I hate to admit...but your opinion is not beyond the realm of possibility...

IMHO this situation...if it plays out this way...will lead to a couple of things.

1) NASA folks closer to retirement will say "Hey, I guess I won't be around to participate in anything that comes along that far down the line...so I might as well retire." - That takes care of part of the work force.

2) Younger people are not tempted to work at NASA...certainly not the BETTER ones. That further shrinks the work force.

Thus....you are left with a smaller work force that can't do much and is happy to just have a Govt job.

NASA then truly becomes NA$A in the extreme and is nothing put political pork for various members of Congress. (Ok...more so)
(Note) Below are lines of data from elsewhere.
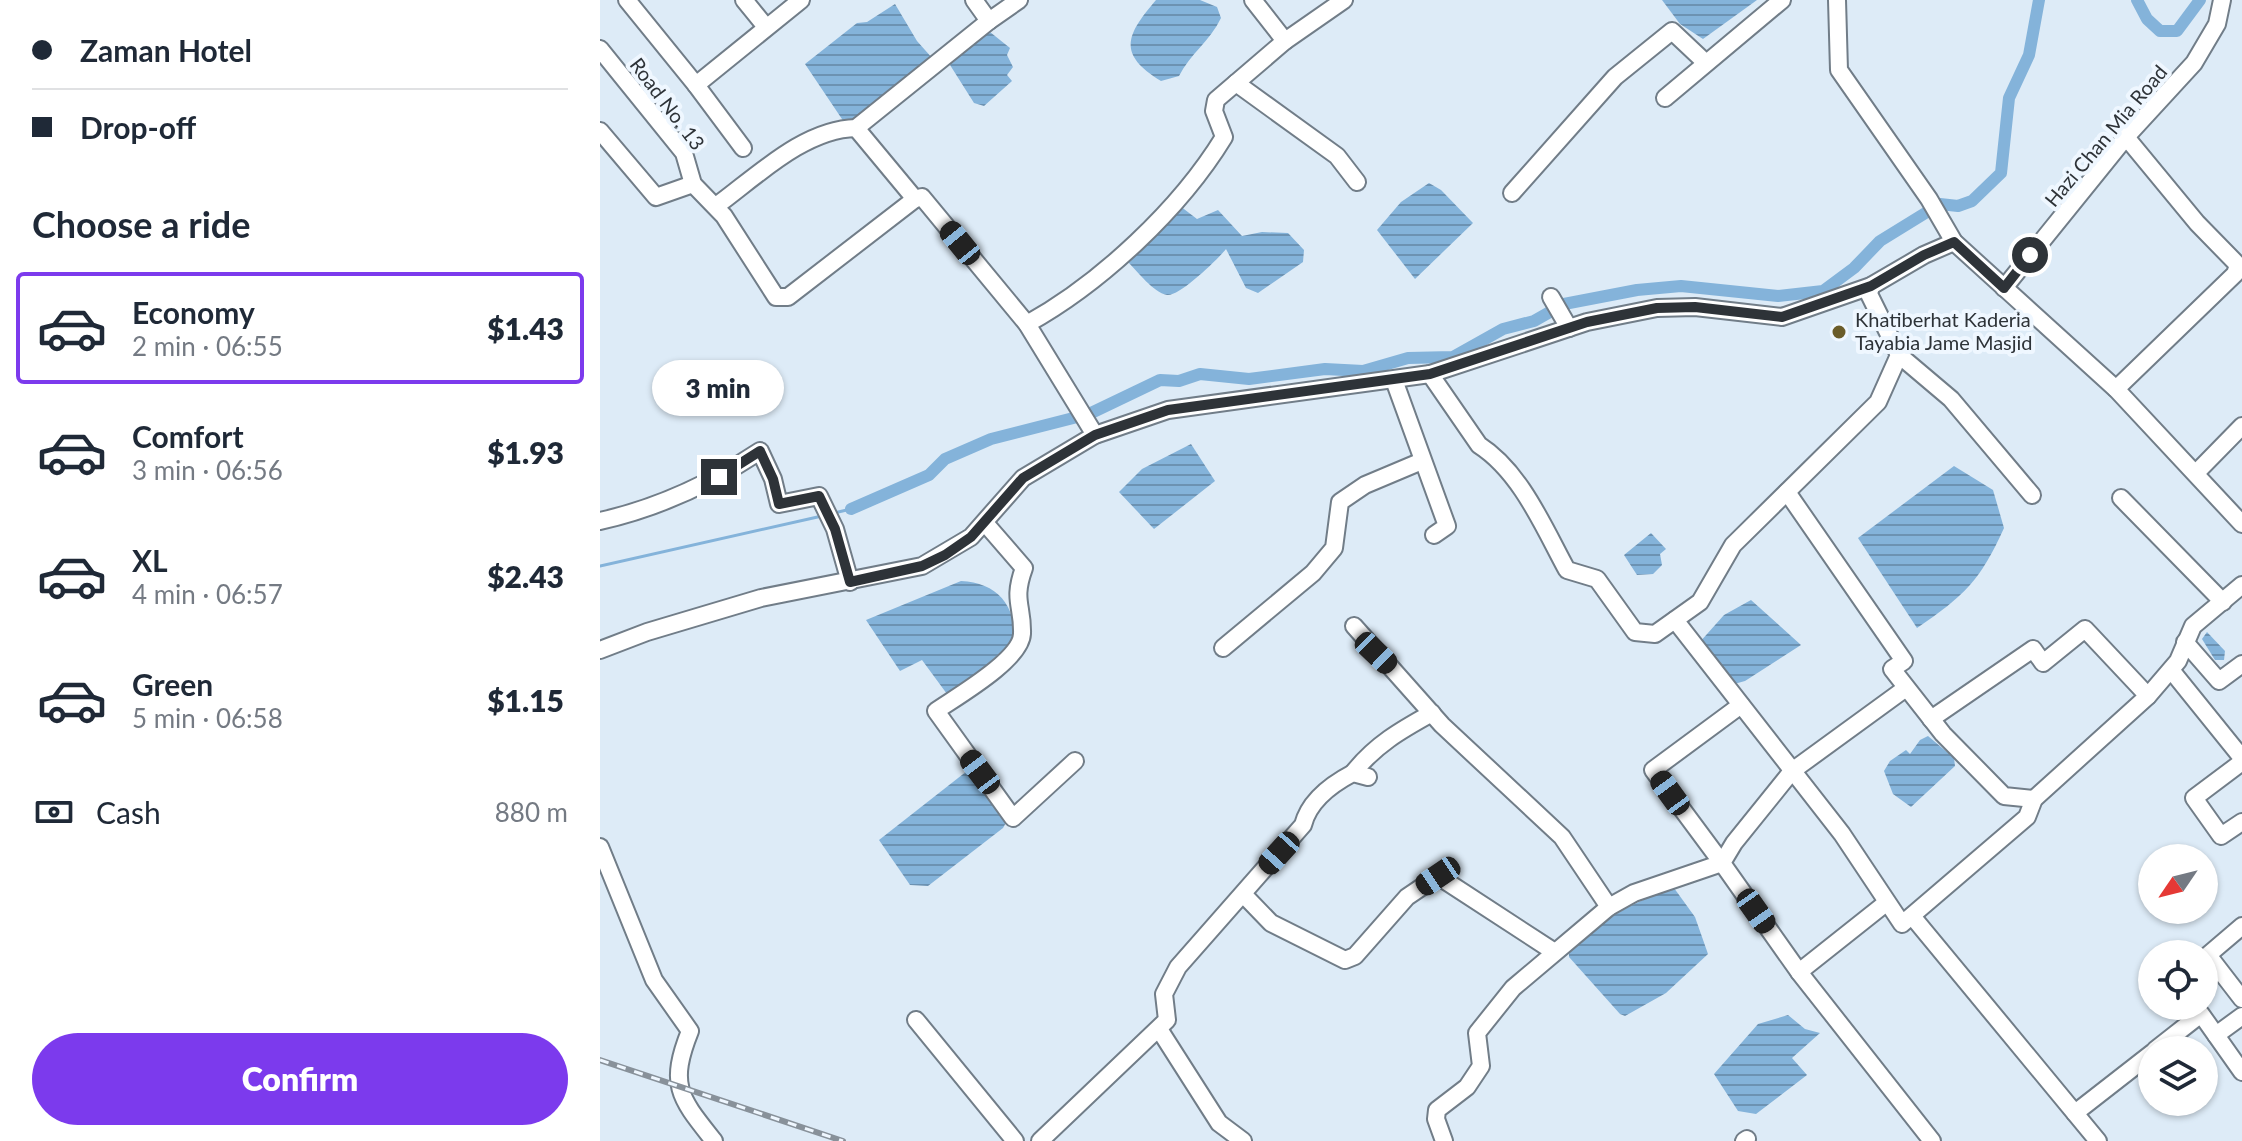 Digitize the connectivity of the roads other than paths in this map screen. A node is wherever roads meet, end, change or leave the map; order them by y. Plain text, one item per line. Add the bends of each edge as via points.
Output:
1 (627, 0) edge
2 (744, 0) edge
3 (801, 0) edge
4 (974, 0) edge
5 (1019, 0) edge
6 (1253, 0) edge
7 (1344, 0) edge
8 (1782, 0) edge
9 (1837, 0) edge
10 (2222, 0) edge
11 (989, 21) junction
12 (766, 27) junction
13 (1285, 41) junction
14 (600, 49) edge
15 (1706, 63) junction
16 (1236, 83) junction
17 (696, 85) junction
18 (1665, 98) dead end
19 (856, 128) junction
20 (600, 131) edge
21 (2126, 137) junction
22 (743, 148) dead end
23 (1357, 182) dead end
24 (693, 184) junction
25 (1512, 193) dead end
26 (915, 199) junction
27 (716, 206) junction
28 (1954, 242) junction
29 (1871, 286) junction
30 (2004, 288) junction
31 (1551, 297) dead end
32 (1027, 324) junction
33 (1569, 328) junction
34 (1899, 355) junction
35 (1430, 374) junction
36 (1394, 380) junction
37 (2116, 389) junction
38 (2242, 426) edge
39 (1095, 435) junction
40 (1422, 461) junction
41 (2196, 473) junction
42 (1787, 492) junction
43 (2032, 495) dead end
44 (2121, 498) dead end
45 (600, 521) edge
46 (985, 523) junction
47 (2242, 524) edge
48 (1434, 535) dead end
49 (850, 582) junction
50 (2242, 585) edge
51 (2223, 602) junction
52 (1675, 620) junction
53 (1354, 626) dead end
54 (2185, 642) junction
55 (1223, 648) dead end
56 (600, 650) edge
57 (2242, 664) edge
58 (2171, 670) junction
59 (1906, 688) junction
60 (2148, 696) junction
61 (1741, 705) junction
62 (1432, 713) junction
63 (1931, 719) junction
64 (2242, 760) edge
65 (1075, 761) dead end
66 (1792, 771) junction
67 (2034, 799) junction
68 (2242, 822) edge
69 (600, 847) edge
70 (1722, 863) junction
71 (1243, 894) junction
72 (1886, 903) junction
73 (1609, 907) junction
74 (1912, 916) junction
75 (2242, 926) edge
76 (1553, 951) junction
77 (1799, 972) junction
78 (2242, 999) edge
79 (2242, 1016) edge
80 (916, 1020) dead end
81 (1159, 1029) junction
82 (2216, 1035) junction
83 (2173, 1036) edge
84 (2138, 1064) edge
85 (2242, 1072) edge
86 (682, 1102) junction
87 (2075, 1113) junction
88 (697, 1141) edge
89 (714, 1141) edge
90 (1015, 1141) edge
91 (1040, 1141) edge
92 (1243, 1141) edge
93 (1444, 1141) edge
94 (1932, 1141) edge
95 (2098, 1141) edge

1 - 17 street
2 - 12 street
3 - 12 street
4 - 11 street
5 - 11 street
6 - 13 street
7 - 13 street
8 - 15 street
9 - 28 street via 1839,70
10 - 21 street, Hazi Chan Mia Road via 2217,24 2194,63
11 - 19 street
12 - 17 street
13 - 16 street
14 - 24 street, Road No. 13 via 684,153
15 - 18 street
15 - 25 street via 1672,31 1615,77
16 - 23 street via 1337,156
16 - 32 street via 1214,105 1224,137 1185,190 1078,293
17 - 22 street
19 - 26 street
19 - 27 street via 822,135
20 - 24 street via 656,197
21 - 30 street, Hazi Chan Mia Road
21 - 37 street via 2238,265 2196,315
24 - 27 street, Road No. 13
26 - 27 street, Road No. 13 via 782,299 768,288
26 - 32 street via 924,199
28 - 29 street
28 - 30 street
29 - 33 street via 1782,317 1657,308
29 - 34 street via 1869,294
30 - 37 street
31 - 33 street
32 - 39 street
33 - 35 street
34 - 42 street via 1878,402
34 - 43 street via 1951,399
35 - 36 street
35 - 52 street via 1479,445 1526,495 1567,570 1597,579 1635,632 1655,634
36 - 39 street via 1168,410
36 - 40 street
37 - 41 street
38 - 41 street
39 - 46 street via 1023,478
40 - 48 street via 1447,526
40 - 55 street via 1365,485 1340,502 1334,548 1313,573
41 - 47 street
42 - 52 street via 1733,545 1700,602
42 - 59 street via 1904,661 1892,669
44 - 51 street
45 - 49 street via 673,498 760,451 779,504 819,496
46 - 49 street via 922,566
46 - 65 street via 1024,568 1016,604 1020,644 990,674 936,711 1013,818
49 - 56 street via 761,598
50 - 51 street
51 - 54 street via 2193,626
52 - 61 street
53 - 62 street
54 - 57 street via 2219,681
54 - 58 street
58 - 60 street
58 - 64 street
59 - 63 street
59 - 66 street
60 - 63 street via 2085,629 2043,663 2033,649
60 - 67 street
61 - 66 street
61 - 70 street via 1653,770
62 - 71 street via 1386,739 1367,755 1360,775 1339,781 1306,812 1303,825
62 - 73 street via 1562,837
63 - 67 street via 2004,796
64 - 68 street via 2194,798 2221,836
66 - 70 street
66 - 72 street via 1842,834
67 - 74 street via 2027,817
69 - 86 street via 654,980 690,1031 679,1058
70 - 73 street
70 - 77 street
71 - 76 street via 1271,923 1345,960 1355,956 1407,897 1438,876
71 - 81 street via 1178,967 1164,994 1167,1020
72 - 74 street via 1902,924
72 - 77 street
73 - 76 street
74 - 87 street
75 - 78 street via 2208,955
76 - 93 street via 1513,988 1477,1033 1481,1066 1436,1115
77 - 94 street
79 - 82 street
80 - 90 street
81 - 91 street
81 - 92 street via 1219,1123
82 - 83 street via 2201,1014
82 - 85 street
84 - 87 street
86 - 88 street
86 - 89 street
87 - 95 street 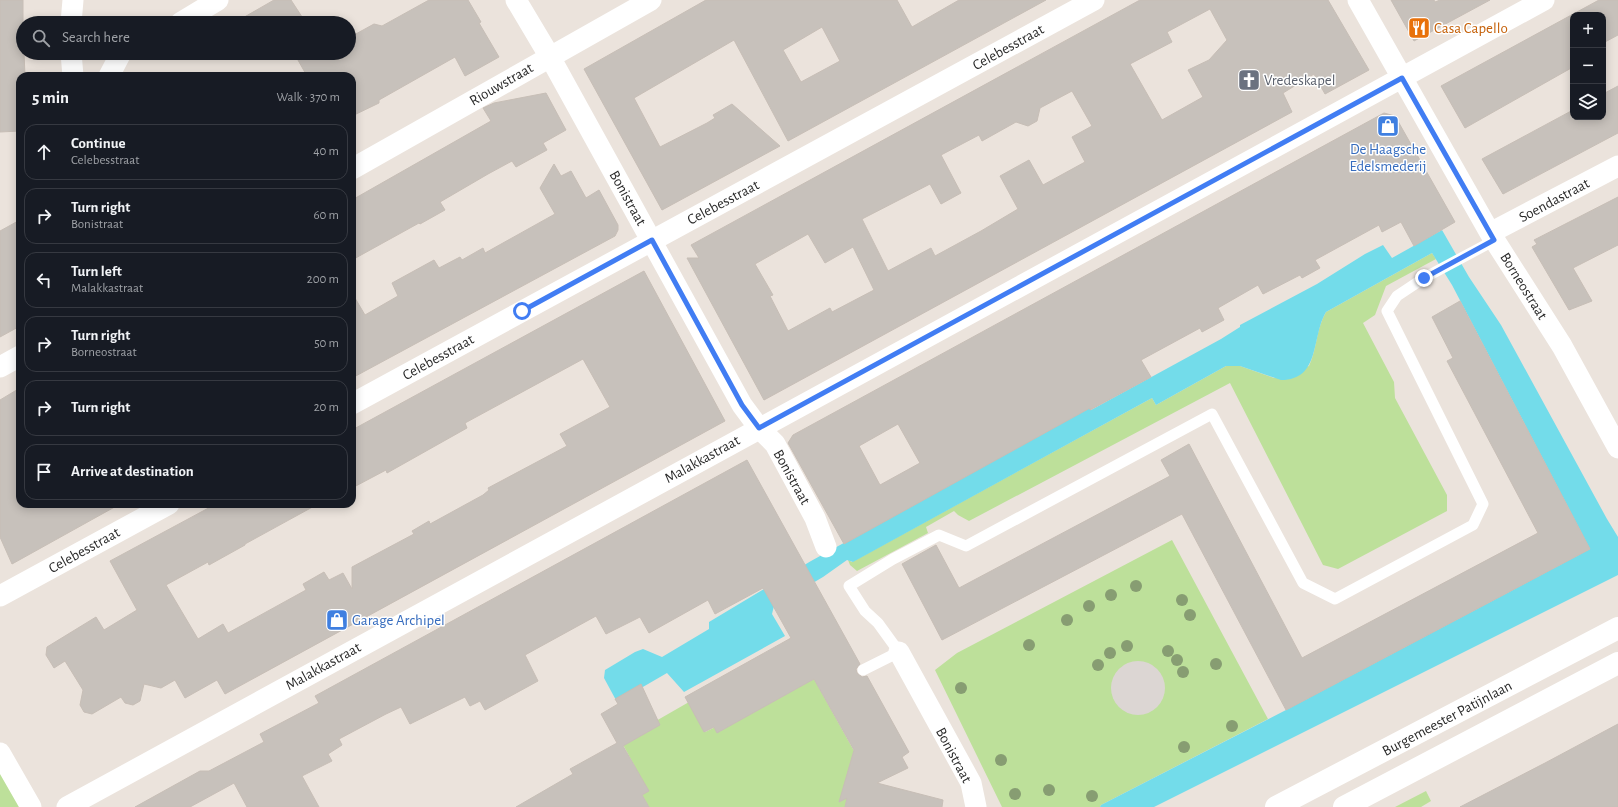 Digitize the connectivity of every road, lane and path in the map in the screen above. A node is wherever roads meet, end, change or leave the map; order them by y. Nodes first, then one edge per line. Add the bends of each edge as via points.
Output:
1 (218, 0) edge
2 (516, 0) edge
3 (650, 0) edge
4 (1094, 0) edge
5 (1358, 0) edge
6 (1544, 0) edge
7 (192, 16) edge
8 (550, 57) junction
9 (72, 60) edge
10 (117, 60) edge
11 (73, 72) edge
12 (111, 72) edge
13 (1402, 78) junction
14 (1618, 166) edge
15 (356, 167) edge
16 (1492, 236) junction
17 (652, 240) junction
18 (16, 358) edge
19 (0, 367) edge
20 (356, 402) edge
21 (759, 428) junction
22 (1618, 448) edge
23 (162, 508) edge
24 (826, 547) dead end
25 (0, 596) edge
26 (1618, 628) edge
27 (899, 652) junction
28 (1618, 663) edge
29 (863, 670) dead end
30 (0, 753) edge
31 (31, 807) edge
32 (66, 807) edge
33 (976, 807) edge
34 (1276, 807) edge
35 (1344, 807) edge

1 - 7 street
2 - 8 street, Bonistraat
3 - 8 street, Riouwstraat
4 - 17 street, Celebesstraat
5 - 13 street, Borneostraat
6 - 13 street, Malakkastraat
8 - 15 street, Riouwstraat
8 - 17 street, Bonistraat
9 - 11 street
10 - 12 street
13 - 16 street, Borneostraat
13 - 21 street, Malakkastraat
14 - 16 street, Soendastraat
16 - 22 street, Borneostraat via 1562,346
16 - 27 lane, Bonistraat via 1472,252 1397,296 1387,310 1483,504 1473,525 1335,599 1303,583 1212,414 966,546 939,535 849,586
17 - 20 street, Celebesstraat
17 - 21 street, Bonistraat via 742,405
18 - 19 street
21 - 24 street, Bonistraat via 775,444 815,518
21 - 32 street, Malakkastraat
23 - 25 street, Celebesstraat
26 - 34 main road, Burgemeester Patijnlaan
27 - 29 lane
27 - 33 street, Bonistraat via 971,783
28 - 35 main road, Burgemeester Patijnlaan
30 - 31 street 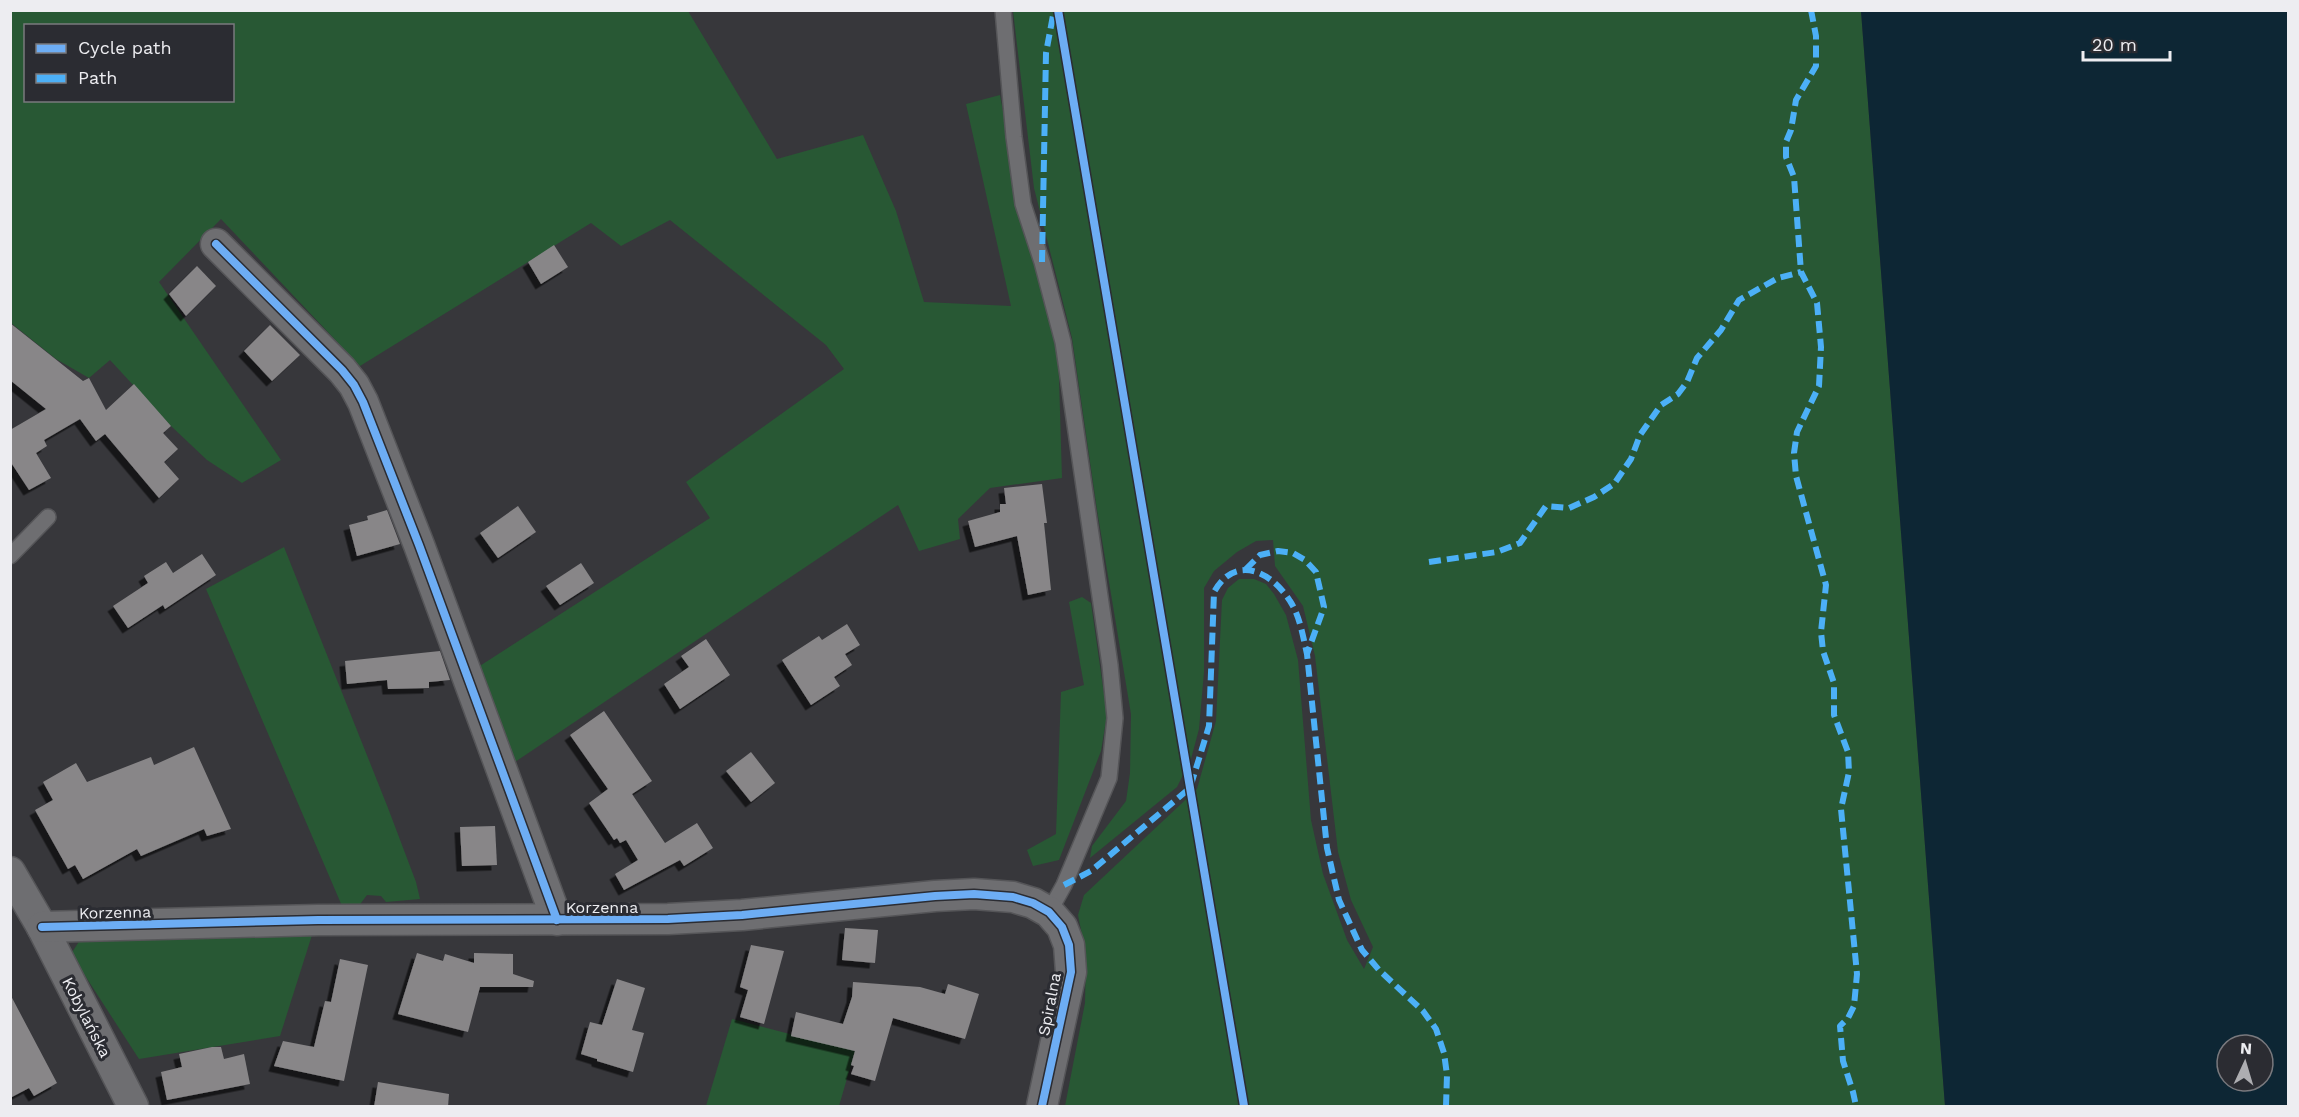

I had hoped that this plan was either 1) a negotiation point to get the program to a place it needs to be 2) a "shaking out" of the bad influences that would allow an INTERESTED administration to reform NASA.

My hope for that fades. And will too much damage will have been done by 2012 to recover???

Sorry...I'm just depressed. For the better young people at NASA (civil servant/contractor) JUST a paycheck is not going to cut it long term. These people are still motivated by a DREAM.

This is better then hoped for. Heck I would leave for Miami myself! within the half hour.
Most federal agencies are doing just fine without the president giving them a pat head. There there NASA it will be OK!

cheers!

"It is clear that Obama doesn't care about space, thinks the resources used for NASA would be better directed elsewhere, and has been given a golden opportunity to kill it due to the gap that developed between shuttle operations ending and a new system coming online. It is was his wing of the Democratic Party has wanted to do since the late 1960s."

I agree with you. It was that wing of the Democratic Party that conspired with Nixon to end any possibility of setting up a base on the Moon by decommissioning our heavy lift capability.

Democrats and Republicans who care about the future of our manned space program and the technological future of our country need to reject this mission to nowhere. And NASA needs to present Congress with an alternative architecture that can replace the space shuttle and get us permanently back to the Moon both faster and cheaper-- which is really not that hard to do, IMO!

Marcel F. Williams

Say what you will, but Obama is spending two hours more at KSC than "W" ever did. He never visited KSC. After setting in motion the cancellation of Shuttle and the layoff of thousands way back in 2004, Bush wouldn't dare have showed his face around here. He knew his decision would be left to the next president to suffer the consequences, like so many of his ill-conceived policies. This is just another mess left by Bush that Obama has to deal with. No wonder his popularity is waning, Americans have the attention span of a two-year-old.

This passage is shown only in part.